Il est bien question d’une formidable geste dans ce livre publié aux éditions de l’Olivier, placée sous l’égide d’Homère, tant le récit de Mengiste dans cette langue magnifique, servie par des personnages superbes, semble nous raconter une histoire à la fois mythique et hautement symbolique dans cette ère post metoo.

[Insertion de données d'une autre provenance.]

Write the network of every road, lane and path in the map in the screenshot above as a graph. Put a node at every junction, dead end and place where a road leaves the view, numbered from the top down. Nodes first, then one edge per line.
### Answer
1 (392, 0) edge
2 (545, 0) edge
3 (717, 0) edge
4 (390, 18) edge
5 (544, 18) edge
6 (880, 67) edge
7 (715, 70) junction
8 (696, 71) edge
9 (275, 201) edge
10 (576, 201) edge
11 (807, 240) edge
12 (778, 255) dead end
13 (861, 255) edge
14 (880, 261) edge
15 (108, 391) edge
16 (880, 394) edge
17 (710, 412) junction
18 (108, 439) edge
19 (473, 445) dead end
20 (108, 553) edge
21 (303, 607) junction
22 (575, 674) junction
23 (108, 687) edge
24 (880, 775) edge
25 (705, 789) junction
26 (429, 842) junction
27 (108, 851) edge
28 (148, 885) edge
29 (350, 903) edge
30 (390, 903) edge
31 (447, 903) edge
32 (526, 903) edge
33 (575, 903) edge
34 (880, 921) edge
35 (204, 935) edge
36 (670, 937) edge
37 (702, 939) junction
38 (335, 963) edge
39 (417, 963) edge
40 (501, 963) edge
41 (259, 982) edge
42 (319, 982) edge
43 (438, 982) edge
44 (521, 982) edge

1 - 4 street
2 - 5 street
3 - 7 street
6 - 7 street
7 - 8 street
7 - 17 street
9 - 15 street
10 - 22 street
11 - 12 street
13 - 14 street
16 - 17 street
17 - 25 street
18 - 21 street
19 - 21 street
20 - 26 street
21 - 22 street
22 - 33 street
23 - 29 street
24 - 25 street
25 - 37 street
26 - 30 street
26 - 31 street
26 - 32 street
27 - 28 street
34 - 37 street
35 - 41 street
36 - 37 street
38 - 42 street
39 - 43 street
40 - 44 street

La guerre d’Abyssinie, qui illustre la furie fasciste de Mussolini, démarre fin 1935 et ne connaîtra vraiment d’issue qu’en mai 1941, après le siège d’Addis-Abeba et l’intervention de la première division française libre, des forces britanniques et belges. En 1935, Hirut est une jeune Ethiopienne orpheline, placée comme servante chez un ami de sa famille disparue, qui subit le caractère et la violence de l’épouse. Elle est adolescente et n’a le droit que de se taire, endurer, et partager un galetas dans une masure avec la cuisinière. La société éthiopienne se déploie, avec ses rituels, ses mariages forcés, l’assujettissement banal dans une société codifiée et tribalisée.

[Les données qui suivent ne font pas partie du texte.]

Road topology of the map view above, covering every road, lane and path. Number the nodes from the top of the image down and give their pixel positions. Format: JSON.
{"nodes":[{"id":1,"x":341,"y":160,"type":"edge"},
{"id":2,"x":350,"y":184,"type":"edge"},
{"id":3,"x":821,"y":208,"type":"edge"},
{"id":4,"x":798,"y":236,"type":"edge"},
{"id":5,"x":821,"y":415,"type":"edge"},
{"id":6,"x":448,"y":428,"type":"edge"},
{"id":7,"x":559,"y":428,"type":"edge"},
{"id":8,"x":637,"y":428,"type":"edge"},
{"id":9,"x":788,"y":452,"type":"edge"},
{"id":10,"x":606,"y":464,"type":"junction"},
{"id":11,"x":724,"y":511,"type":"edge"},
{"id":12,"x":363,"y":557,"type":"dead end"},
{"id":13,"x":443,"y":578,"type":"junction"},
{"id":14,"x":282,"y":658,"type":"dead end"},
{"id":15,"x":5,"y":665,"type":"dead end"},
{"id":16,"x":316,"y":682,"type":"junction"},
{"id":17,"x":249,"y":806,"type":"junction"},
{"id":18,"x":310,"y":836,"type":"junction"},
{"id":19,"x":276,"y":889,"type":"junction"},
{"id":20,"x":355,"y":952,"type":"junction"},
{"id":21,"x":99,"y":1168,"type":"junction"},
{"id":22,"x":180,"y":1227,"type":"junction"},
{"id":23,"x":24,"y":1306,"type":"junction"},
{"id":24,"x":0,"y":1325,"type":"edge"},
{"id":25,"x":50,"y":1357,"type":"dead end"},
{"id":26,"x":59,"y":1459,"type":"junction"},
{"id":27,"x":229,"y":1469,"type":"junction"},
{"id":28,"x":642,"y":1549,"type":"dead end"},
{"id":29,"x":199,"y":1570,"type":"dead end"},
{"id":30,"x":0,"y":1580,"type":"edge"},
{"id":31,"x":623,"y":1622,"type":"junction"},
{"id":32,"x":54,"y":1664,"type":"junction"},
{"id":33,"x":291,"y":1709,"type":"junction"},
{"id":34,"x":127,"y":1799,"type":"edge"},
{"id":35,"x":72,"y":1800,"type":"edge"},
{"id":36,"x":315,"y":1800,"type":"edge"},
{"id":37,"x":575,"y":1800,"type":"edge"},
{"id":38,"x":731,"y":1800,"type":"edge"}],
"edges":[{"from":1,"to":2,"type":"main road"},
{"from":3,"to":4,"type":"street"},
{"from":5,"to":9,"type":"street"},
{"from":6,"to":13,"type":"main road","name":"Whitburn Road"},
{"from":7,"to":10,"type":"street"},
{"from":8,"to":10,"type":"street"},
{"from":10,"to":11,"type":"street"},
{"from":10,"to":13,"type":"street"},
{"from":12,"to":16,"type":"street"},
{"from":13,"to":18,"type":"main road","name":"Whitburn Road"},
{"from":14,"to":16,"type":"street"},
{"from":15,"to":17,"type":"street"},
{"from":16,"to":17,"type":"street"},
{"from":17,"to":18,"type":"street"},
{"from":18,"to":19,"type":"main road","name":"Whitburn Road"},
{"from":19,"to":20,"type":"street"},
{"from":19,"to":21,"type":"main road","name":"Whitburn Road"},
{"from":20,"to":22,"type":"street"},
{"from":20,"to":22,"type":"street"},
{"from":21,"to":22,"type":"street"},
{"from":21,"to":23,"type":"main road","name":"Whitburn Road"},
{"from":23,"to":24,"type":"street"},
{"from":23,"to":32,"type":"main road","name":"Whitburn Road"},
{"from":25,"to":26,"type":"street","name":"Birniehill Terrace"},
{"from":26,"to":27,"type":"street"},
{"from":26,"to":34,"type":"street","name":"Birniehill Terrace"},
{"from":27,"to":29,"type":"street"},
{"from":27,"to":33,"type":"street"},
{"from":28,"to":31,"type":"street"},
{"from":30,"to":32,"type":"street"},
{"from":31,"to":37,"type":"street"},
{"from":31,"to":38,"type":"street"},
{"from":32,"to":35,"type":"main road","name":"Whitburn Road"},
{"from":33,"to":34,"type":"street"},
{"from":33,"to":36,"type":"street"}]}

La guerre arrive, son maître prend les armes, lève une troupe de paysans en renfort de l’armée de l’Empereur Hailé Sélassié, et faire face à l’invasion de contingents italiens modernes et suréquipés. Les femmes décident de ne pas rester passives et prennent les armes, au grand dam des hommes… qui devront s’y faire, tant la volonté de ces femmes, qui sont des cuisinières, des servantes, des filles de ferme, s’impose à eux. Les femmes vont au combat quand l’Empereur, lui, prend ses cliques et ses claques et se réfugie en Angleterre.
C’est alors qu’Hirut a une idée géniale, remplacer l’empereur enfui par un villageois qui lui ressemble et lui faire jouer le rôle de Selassié. Avec ce subterfuge, le pays n’est pas abandonné par son Negusse Negest, il est là, tient son peuple et l’encourage à résister. Ce « shadow king » est encadré par les femmes, en uniformes. Le temps d’une guerre, un pays a vu se transformer les vassales en « seigneures ».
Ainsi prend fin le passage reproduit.